- **Exercise description**: Once you reach the line containing "For a GIS import: Convert", write out that line and every remaining line of the records exactly.

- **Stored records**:
────────────────────────────────────────

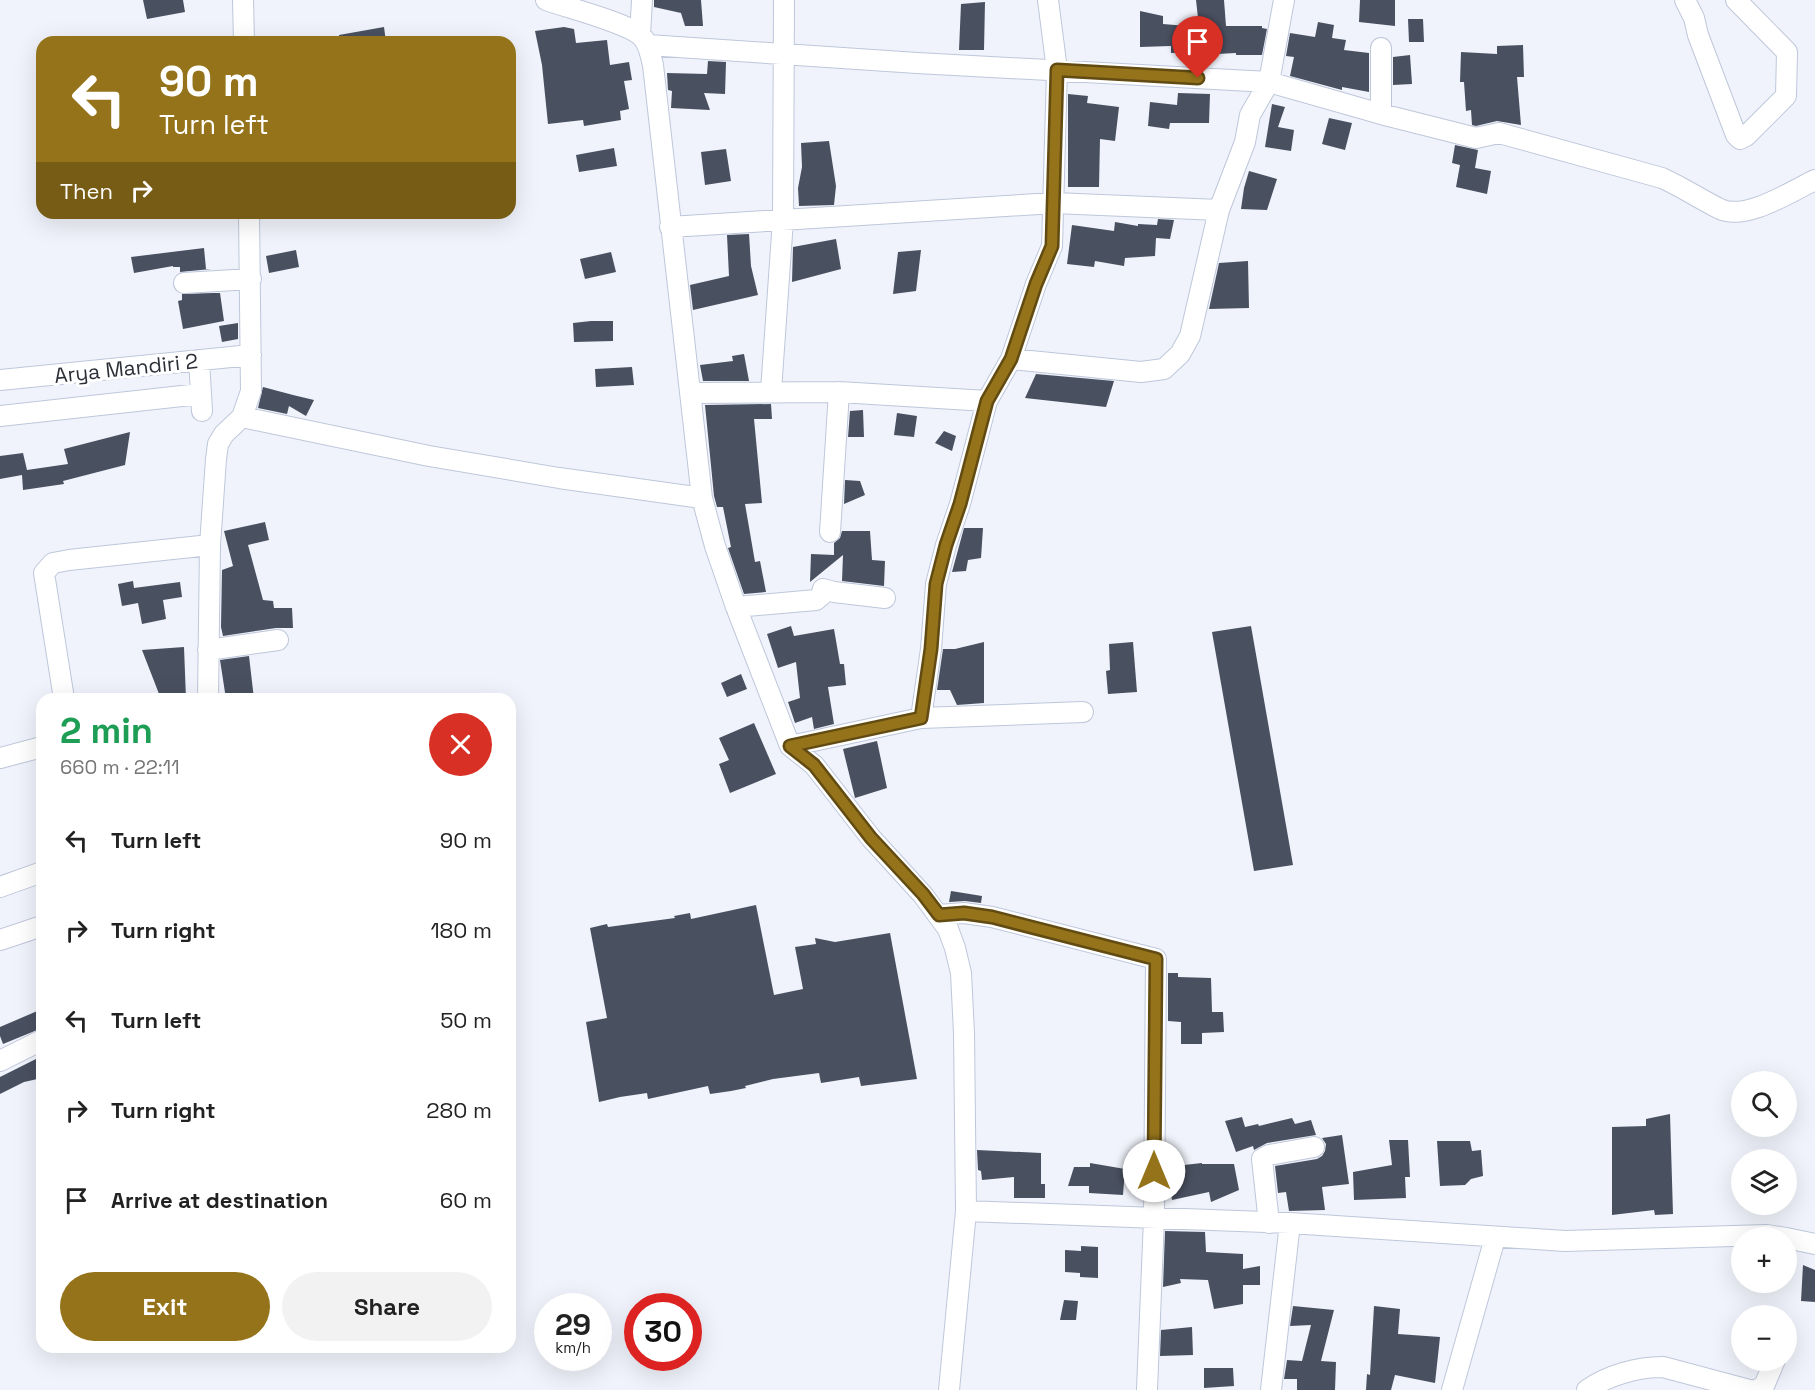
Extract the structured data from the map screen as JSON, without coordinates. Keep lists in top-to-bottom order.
{
  "streets": {
    "street": ["Arya Mandiri 2"]
  },
  "page": {
    "turn": ["90 m", "Turn left"],
    "then": "Then",
    "heading": ["2 min", "660 m · 22:11"],
    "list": [
      {
        "name": "Turn left",
        "value": "90 m"
      },
      {
        "name": "Turn right",
        "value": "180 m"
      },
      {
        "name": "Turn left",
        "value": "50 m"
      },
      {
        "name": "Turn right",
        "value": "280 m"
      },
      {
        "name": "Arrive at destination",
        "value": "60 m"
      }
    ],
    "map_buttons": ["+", "−"],
    "buttons": ["Exit", "Share"],
    "speed": "29 km/h",
    "limit": "30"
  }
}
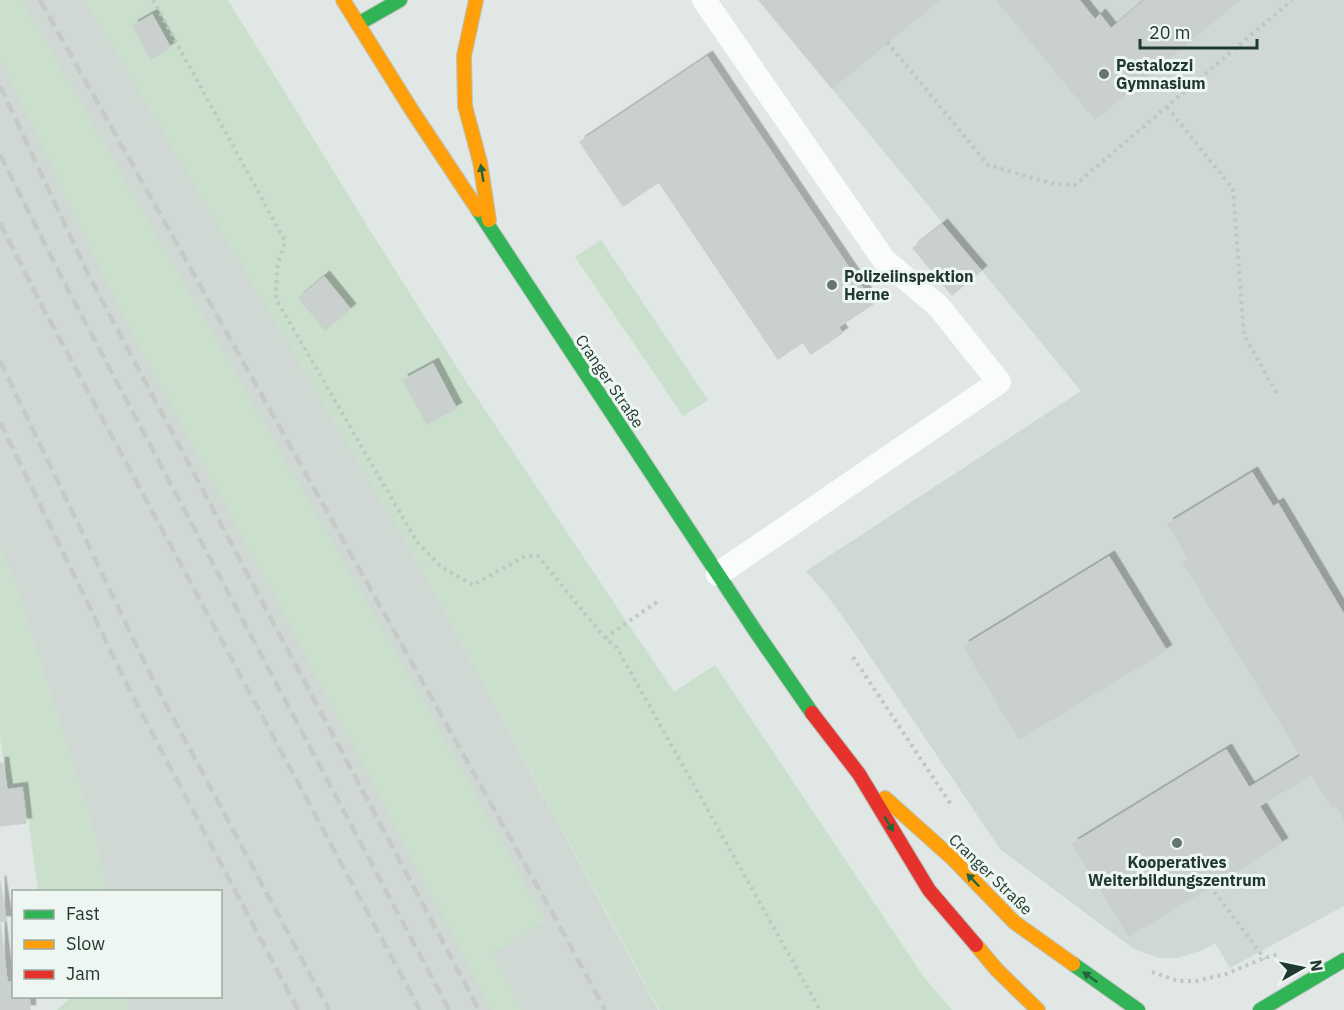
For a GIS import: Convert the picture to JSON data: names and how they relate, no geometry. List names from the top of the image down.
{
  "streets": {
    "street": ["Cranger Straße"]
  },
  "places": ["Pestalozzi Gymnasium", "Polizeiinspektion Herne", "Kooperatives Weiterbildungszentrum"],
  "legend": ["Fast", "Slow", "Jam"],
  "scale_bar": "20 m",
  "north": "right"
}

────────────────────────────────────────

- **Completed exercise**:
For a GIS import: Convert the picture to JSON data: names and how they relate, no geometry. List names from the top of the image down.
{
  "streets": {
    "street": ["Cranger Straße"]
  },
  "places": ["Pestalozzi Gymnasium", "Polizeiinspektion Herne", "Kooperatives Weiterbildungszentrum"],
  "legend": ["Fast", "Slow", "Jam"],
  "scale_bar": "20 m",
  "north": "right"
}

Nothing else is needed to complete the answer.